Saved data entries:

☆ ☆ ☆ ☆ ☆

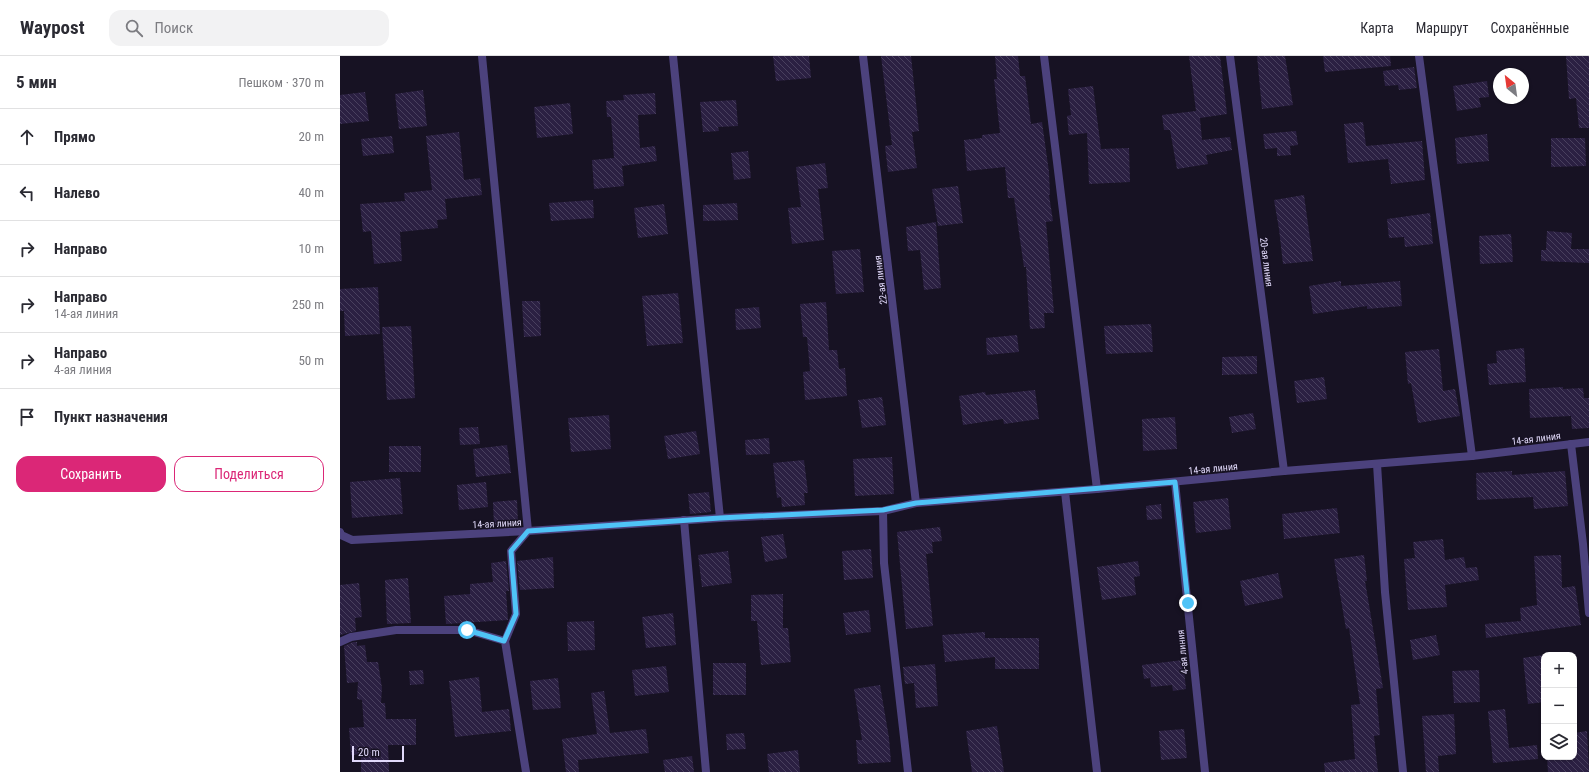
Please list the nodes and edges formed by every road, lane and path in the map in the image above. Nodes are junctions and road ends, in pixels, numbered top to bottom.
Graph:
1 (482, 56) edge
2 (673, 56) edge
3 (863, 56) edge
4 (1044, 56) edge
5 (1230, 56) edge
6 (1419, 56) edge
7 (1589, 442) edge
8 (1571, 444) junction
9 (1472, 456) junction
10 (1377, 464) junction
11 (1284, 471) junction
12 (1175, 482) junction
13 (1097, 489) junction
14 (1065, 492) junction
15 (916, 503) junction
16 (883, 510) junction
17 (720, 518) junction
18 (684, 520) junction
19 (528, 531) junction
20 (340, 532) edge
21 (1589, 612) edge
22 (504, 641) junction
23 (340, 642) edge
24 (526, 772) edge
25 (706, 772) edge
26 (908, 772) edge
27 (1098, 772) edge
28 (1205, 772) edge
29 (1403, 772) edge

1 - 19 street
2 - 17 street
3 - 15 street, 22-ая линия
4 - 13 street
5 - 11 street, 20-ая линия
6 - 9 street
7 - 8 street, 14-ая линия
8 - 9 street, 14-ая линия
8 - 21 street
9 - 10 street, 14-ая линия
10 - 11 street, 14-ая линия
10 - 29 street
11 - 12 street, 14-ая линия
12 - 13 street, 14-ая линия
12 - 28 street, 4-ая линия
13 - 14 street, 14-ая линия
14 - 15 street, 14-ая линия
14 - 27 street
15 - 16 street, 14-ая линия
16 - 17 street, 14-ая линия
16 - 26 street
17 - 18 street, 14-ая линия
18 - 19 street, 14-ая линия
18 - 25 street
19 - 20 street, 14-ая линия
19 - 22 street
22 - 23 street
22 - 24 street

☆ ☆ ☆ ☆ ☆

Task description: I need the entries printed exactly, with each picture left out.

Answer box:
Please list the nodes and edges formed by every road, lane and path in the map in the image above. Nodes are junctions and road ends, in pixels, numbered top to bottom.
Graph:
1 (482, 56) edge
2 (673, 56) edge
3 (863, 56) edge
4 (1044, 56) edge
5 (1230, 56) edge
6 (1419, 56) edge
7 (1589, 442) edge
8 (1571, 444) junction
9 (1472, 456) junction
10 (1377, 464) junction
11 (1284, 471) junction
12 (1175, 482) junction
13 (1097, 489) junction
14 (1065, 492) junction
15 (916, 503) junction
16 (883, 510) junction
17 (720, 518) junction
18 (684, 520) junction
19 (528, 531) junction
20 (340, 532) edge
21 (1589, 612) edge
22 (504, 641) junction
23 (340, 642) edge
24 (526, 772) edge
25 (706, 772) edge
26 (908, 772) edge
27 (1098, 772) edge
28 (1205, 772) edge
29 (1403, 772) edge

1 - 19 street
2 - 17 street
3 - 15 street, 22-ая линия
4 - 13 street
5 - 11 street, 20-ая линия
6 - 9 street
7 - 8 street, 14-ая линия
8 - 9 street, 14-ая линия
8 - 21 street
9 - 10 street, 14-ая линия
10 - 11 street, 14-ая линия
10 - 29 street
11 - 12 street, 14-ая линия
12 - 13 street, 14-ая линия
12 - 28 street, 4-ая линия
13 - 14 street, 14-ая линия
14 - 15 street, 14-ая линия
14 - 27 street
15 - 16 street, 14-ая линия
16 - 17 street, 14-ая линия
16 - 26 street
17 - 18 street, 14-ая линия
18 - 19 street, 14-ая линия
18 - 25 street
19 - 20 street, 14-ая линия
19 - 22 street
22 - 23 street
22 - 24 street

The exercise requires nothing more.